En un sens, Antigone défend la même chose que ce qu’une aide-soignante se sent en situation de « donner » lorsque devant une personne très âgée qui ne peut plus se charger de faire sa toilette seule, elle lui porte assistance. Elle accomplit alors ce en quoi son métier consiste mais il se trouve en même temps que la nature de sa profession réside dans l’efficience d’une « humanisation » qui ne consiste ni dans une praxis du prochain (elle n’essaie pas de se rendre plus proche d’une personne) ni dans la charité invisible du socius. Elle met en pratique les ressorts d’un rapport élémentaire à la détresse des autres, d’un souci des autres êtres humains mis en situation de ne plus pouvoir jouir de, ou assumer, leur « humanité ». C’est lorsque la mort ou les conditions extrêmes de la maladie attaquent et détruisent ce que l’on pourrait appeler l’intégrité de la personne, son « stoïcisme », son endurance, son aptitude à faire face à la douleur, au handicap que le souci de l’autre homme s’impose comme la manifestation d’une solidarité « pure », évidente. 
La référence aux Stoïciens est à prendre ici au pied de la lettre. Face aux évènements auxquels nous ne pouvons rien, il nous revient de les accepter, mais encore faut-il trouver en soi les ressources suffisantes à manifester ce consentement. Peut-être l’être humain ne peut-il rien opposer à l’émergence de tout ce qui arrive mais du moins consiste-t-il dans le mouvement d’adhésion à ce qui arrive, lequel n’est pas rien. Il y a là un « oui » où quelque chose de fondamental se joue, l’incroyable ressource de trouver en soi suffisamment de bonne grâce, d’humilité, voire de jouissance pour « vouloir » que cet instant du monde « soit », même s’il implique dans l’entrelacs de toutes ces ficelles évènementielles qu’il relie et tisse les unes avec les autres pour composer la toile efficiente de ce « maintenant » ma mort ou ma vieillesse. Je reste humain tant que je peux opposer la sérénité d’un visage consentant, acquiesçant d’un signe de tête à la mort ou à la maladie.
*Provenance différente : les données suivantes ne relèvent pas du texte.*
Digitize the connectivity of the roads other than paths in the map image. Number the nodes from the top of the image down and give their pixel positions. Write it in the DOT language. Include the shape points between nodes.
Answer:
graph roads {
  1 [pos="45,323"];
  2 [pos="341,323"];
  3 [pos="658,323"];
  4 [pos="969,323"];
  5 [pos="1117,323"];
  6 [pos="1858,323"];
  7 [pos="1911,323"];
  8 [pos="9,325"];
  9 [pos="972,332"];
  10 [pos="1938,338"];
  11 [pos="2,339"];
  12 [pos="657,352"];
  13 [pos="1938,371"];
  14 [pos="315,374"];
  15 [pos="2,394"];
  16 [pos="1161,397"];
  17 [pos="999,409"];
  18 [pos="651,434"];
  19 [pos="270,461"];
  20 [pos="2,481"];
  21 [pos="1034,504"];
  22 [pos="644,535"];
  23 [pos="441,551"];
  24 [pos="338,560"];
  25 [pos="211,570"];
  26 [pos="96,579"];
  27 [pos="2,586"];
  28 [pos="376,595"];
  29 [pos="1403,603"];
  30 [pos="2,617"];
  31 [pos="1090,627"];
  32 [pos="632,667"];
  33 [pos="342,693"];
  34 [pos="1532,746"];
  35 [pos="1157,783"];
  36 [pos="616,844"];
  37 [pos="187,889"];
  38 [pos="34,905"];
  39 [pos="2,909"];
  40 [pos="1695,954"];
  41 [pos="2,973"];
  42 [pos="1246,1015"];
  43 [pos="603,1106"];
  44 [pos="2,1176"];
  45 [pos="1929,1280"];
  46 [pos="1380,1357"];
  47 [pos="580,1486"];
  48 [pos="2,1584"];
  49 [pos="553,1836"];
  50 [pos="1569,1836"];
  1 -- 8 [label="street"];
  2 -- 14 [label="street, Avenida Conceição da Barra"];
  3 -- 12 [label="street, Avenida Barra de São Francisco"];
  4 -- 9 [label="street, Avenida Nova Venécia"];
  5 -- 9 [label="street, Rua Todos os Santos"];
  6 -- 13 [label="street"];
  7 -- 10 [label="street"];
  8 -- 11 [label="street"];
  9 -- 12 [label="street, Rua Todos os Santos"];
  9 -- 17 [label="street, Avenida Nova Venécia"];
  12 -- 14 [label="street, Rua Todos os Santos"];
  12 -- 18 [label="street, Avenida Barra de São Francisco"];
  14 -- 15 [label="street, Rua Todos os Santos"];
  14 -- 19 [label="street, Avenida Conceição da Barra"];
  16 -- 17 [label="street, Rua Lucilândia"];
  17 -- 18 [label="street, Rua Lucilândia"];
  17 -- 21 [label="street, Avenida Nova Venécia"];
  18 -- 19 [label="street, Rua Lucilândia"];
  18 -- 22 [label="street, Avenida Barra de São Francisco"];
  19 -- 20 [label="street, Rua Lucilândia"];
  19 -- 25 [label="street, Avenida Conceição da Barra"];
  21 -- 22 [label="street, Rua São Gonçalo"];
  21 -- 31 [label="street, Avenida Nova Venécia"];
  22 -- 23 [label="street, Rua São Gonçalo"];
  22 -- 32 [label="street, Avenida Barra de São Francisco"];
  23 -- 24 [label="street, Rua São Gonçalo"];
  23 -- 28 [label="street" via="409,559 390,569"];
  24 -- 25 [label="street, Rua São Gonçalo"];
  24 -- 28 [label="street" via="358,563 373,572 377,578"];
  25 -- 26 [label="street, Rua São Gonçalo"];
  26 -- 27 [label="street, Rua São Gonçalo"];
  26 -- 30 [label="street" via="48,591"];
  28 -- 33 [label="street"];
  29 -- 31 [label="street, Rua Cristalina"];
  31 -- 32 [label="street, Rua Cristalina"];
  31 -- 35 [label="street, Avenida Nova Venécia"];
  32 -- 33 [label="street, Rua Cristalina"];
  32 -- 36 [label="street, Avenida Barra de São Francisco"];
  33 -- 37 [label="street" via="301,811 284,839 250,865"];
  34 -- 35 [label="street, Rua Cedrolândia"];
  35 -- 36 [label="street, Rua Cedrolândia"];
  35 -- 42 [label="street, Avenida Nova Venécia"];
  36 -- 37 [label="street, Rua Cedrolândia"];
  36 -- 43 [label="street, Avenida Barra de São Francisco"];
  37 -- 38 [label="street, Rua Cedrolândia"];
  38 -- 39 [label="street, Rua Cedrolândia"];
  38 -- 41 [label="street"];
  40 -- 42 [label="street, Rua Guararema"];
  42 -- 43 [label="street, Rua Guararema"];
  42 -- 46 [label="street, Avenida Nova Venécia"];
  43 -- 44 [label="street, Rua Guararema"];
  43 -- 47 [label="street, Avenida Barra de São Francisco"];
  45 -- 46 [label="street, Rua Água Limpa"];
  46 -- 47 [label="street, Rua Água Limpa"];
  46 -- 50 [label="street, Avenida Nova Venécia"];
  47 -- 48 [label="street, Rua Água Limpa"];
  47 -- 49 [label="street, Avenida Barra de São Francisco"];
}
L’agenouillement de Gilles de Rais devant les parents de ses victimes quelques instants avant d’être exécuté manifeste l’un de ces signes. Lorsque Achille refuse à Hector après l’avoir tué la sépulture et traîne son cadavre derrière son char, il comment un geste inhumain qui va à l’encontre de tous les rituels :
« Il parla ainsi, et il outragea indignement le divin Hektôr. Il lui perça les tendons des deux pieds, entre le talon et la cheville, et il y passa des courroies. Et il l'attacha derrière le char, laissant traîner la tête. Puis, déposant les armes illustres dans le char, il y monta lui-même, et il fouetta les chevaux, qui s'élancèrent avec ardeur. Et le Priamide Hektôr était ainsi traîné dans un tourbillon de poussière, et ses cheveux noirs en étaient souillés, et sa tête était ensevelie dans la poussière, cette tête autrefois si belle que Zeus livrait maintenant à l'ennemi, pour être outragée sur la terre de la patrie »

                               « Sur la terre de la patrie » et non « en » elle. Mais Achille se laissera fléchir par le discours de Priam et rendra au père la dépouille du fils. Il revient ainsi à ce qui fait la communauté des hommes, après s’être laissé emporté par la démesure, l’Hubris de sa colère. On pourrait dire aussi qu’il revient à la raison, mais c’est à l’efficience de cette même évidence que celle qui suscite la prise en charge de la personne dépendante par l’aide-soignant, à savoir l’aptitude à faire droit à l’émergence d’une existence face à la mort, d’un visage, à faire en sorte que l’autre n’abdique pas de cette aptitude à acquiescer d’un signe d’existence à sa mort. Ici s’exprime une solidarité dépassant largement l’opposition du Socius et du Prochain, celle que nous retrouvons aujourd’hui dans ce que l’on appelle le « care » désignant très opportunément (en anglais) à la fois, le soin et le souci que l’on manifeste à l’égard de l’autre homme. Ce n’est pas seulement parce qu’il est mon prochain ou parce qu’il est mon partenaire social que je me sens solidaire de l’autre homme, mais parce que ces deux aspects se confondent dans l’efficience d’une fratrie sémiotique, d’une capacité commune à styliser, crypter, à faire sens dans l’épreuve que nous faisons de la proximité avec la mort, la déchéance, le chaos.